Problem details
The reply should be one number: how many lines of the data below contain "Winn".
--- Data listing Enclosed Below ---
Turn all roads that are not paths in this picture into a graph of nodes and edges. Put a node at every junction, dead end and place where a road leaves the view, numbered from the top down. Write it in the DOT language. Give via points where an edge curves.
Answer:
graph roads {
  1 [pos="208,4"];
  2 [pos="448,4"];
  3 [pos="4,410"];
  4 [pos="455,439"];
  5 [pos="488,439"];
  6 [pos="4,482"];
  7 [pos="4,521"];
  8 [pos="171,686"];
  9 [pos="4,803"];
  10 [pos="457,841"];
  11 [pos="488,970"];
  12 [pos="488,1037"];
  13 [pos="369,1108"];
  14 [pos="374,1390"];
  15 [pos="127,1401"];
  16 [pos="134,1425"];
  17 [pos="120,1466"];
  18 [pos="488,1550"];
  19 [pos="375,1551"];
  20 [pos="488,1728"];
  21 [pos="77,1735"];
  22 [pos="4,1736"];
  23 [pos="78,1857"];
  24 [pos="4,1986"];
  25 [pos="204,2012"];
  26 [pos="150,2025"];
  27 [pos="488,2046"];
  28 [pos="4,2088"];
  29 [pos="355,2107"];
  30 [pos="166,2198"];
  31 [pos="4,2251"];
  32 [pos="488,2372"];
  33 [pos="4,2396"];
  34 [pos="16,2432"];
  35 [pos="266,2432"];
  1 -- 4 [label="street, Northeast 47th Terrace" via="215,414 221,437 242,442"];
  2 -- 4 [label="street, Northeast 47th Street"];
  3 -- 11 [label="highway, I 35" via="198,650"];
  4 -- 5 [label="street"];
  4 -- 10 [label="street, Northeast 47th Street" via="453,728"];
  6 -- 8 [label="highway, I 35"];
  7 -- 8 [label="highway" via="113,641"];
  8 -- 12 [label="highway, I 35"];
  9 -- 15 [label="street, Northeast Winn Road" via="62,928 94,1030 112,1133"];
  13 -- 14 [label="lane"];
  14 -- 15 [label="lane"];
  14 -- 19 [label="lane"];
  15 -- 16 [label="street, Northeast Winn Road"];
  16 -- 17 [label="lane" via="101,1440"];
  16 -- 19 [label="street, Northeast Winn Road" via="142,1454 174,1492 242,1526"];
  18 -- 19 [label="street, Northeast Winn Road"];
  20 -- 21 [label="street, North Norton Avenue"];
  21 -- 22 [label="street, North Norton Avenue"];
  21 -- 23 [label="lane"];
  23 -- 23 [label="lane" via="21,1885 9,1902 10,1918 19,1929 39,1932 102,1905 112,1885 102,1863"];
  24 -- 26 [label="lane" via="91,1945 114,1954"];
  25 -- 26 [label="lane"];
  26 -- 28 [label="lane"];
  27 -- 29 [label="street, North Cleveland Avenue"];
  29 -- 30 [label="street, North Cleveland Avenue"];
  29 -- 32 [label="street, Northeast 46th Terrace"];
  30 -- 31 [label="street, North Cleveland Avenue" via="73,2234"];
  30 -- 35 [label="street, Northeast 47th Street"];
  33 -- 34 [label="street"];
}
--- End of Enclosed Data listing ---
Answer to the problem
4